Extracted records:

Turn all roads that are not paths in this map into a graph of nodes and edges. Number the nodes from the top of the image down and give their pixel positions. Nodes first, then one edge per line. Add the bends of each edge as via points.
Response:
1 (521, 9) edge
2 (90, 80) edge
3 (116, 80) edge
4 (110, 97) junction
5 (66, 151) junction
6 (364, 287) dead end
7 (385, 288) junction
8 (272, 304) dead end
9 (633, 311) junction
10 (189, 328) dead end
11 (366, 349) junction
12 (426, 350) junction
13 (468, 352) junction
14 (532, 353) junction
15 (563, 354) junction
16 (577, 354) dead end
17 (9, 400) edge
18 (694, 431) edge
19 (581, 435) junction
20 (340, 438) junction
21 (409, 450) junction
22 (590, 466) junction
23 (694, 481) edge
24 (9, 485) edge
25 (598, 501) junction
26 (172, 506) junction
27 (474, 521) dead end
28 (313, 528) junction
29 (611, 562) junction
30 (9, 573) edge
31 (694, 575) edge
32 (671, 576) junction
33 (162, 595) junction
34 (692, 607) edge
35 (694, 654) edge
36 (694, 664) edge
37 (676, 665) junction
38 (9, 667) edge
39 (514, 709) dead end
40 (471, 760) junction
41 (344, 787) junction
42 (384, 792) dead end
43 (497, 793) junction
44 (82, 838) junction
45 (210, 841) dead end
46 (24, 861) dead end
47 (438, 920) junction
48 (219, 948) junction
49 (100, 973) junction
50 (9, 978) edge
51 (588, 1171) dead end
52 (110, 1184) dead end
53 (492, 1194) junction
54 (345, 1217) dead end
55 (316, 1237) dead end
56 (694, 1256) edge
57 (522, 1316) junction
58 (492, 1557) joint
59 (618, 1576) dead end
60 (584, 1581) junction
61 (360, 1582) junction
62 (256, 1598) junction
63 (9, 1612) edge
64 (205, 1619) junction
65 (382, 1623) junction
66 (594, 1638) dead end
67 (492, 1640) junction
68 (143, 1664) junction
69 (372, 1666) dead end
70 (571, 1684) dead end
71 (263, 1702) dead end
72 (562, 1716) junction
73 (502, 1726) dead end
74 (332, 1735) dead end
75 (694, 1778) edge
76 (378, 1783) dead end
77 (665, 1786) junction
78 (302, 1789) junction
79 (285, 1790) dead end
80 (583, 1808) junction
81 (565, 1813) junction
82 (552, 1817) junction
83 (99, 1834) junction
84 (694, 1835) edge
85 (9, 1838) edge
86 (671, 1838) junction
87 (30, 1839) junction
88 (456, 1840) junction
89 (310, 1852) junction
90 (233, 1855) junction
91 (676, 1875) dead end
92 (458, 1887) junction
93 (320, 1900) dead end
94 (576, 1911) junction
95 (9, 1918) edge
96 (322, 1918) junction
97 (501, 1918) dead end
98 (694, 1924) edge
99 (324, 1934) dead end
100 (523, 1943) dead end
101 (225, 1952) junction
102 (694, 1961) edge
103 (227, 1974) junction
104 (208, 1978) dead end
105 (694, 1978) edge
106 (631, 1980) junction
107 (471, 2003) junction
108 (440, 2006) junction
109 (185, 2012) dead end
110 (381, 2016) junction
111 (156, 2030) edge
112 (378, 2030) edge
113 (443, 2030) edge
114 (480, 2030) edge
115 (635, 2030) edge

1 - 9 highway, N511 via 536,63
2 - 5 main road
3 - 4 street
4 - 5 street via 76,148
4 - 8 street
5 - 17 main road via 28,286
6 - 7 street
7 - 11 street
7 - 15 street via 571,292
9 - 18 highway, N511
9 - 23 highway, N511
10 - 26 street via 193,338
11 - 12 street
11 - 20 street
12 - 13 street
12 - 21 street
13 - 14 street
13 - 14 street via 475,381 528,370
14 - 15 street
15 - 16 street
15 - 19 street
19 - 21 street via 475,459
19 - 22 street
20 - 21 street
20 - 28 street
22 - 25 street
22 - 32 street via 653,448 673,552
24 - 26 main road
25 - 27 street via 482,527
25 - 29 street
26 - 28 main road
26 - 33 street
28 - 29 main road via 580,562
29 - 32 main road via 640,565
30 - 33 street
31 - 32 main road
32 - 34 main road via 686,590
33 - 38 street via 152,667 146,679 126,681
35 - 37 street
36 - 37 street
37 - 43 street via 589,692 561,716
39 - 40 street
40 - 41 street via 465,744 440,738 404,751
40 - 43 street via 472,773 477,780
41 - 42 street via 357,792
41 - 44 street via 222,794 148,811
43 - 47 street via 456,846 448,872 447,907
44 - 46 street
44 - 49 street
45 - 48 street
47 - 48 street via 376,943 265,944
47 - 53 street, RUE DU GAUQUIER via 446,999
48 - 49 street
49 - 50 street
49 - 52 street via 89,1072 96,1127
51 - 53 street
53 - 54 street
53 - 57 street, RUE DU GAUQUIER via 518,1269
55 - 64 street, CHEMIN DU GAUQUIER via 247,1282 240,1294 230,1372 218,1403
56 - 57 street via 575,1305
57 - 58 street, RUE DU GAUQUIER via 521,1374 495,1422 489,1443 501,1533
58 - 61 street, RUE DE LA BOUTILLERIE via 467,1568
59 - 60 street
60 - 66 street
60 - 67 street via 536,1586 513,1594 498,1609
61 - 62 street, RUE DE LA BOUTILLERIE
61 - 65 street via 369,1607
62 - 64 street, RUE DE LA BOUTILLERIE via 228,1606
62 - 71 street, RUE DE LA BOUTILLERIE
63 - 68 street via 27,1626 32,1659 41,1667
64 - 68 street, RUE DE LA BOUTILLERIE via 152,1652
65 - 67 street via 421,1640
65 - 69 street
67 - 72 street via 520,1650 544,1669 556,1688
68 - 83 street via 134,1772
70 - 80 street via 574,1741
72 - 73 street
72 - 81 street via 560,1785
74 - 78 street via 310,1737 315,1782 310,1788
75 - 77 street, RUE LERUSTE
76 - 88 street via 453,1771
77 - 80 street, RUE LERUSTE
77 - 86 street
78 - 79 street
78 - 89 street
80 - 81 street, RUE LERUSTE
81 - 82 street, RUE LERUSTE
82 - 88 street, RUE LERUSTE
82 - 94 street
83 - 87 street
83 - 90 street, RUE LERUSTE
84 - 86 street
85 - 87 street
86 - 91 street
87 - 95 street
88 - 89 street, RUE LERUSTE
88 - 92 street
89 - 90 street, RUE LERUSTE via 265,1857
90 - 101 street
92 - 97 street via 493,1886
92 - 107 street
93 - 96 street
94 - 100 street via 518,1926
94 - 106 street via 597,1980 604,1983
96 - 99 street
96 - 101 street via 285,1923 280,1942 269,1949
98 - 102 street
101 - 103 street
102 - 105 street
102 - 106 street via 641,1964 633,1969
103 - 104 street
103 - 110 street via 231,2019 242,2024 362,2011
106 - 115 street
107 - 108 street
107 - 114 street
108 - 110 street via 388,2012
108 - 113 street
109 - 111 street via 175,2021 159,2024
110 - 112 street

*Exercise:*
The lines to return are those with the string "highway" in them; copy each from the entries above.

*Task answer:*
1 - 9 highway, N511 via 536,63
9 - 18 highway, N511
9 - 23 highway, N511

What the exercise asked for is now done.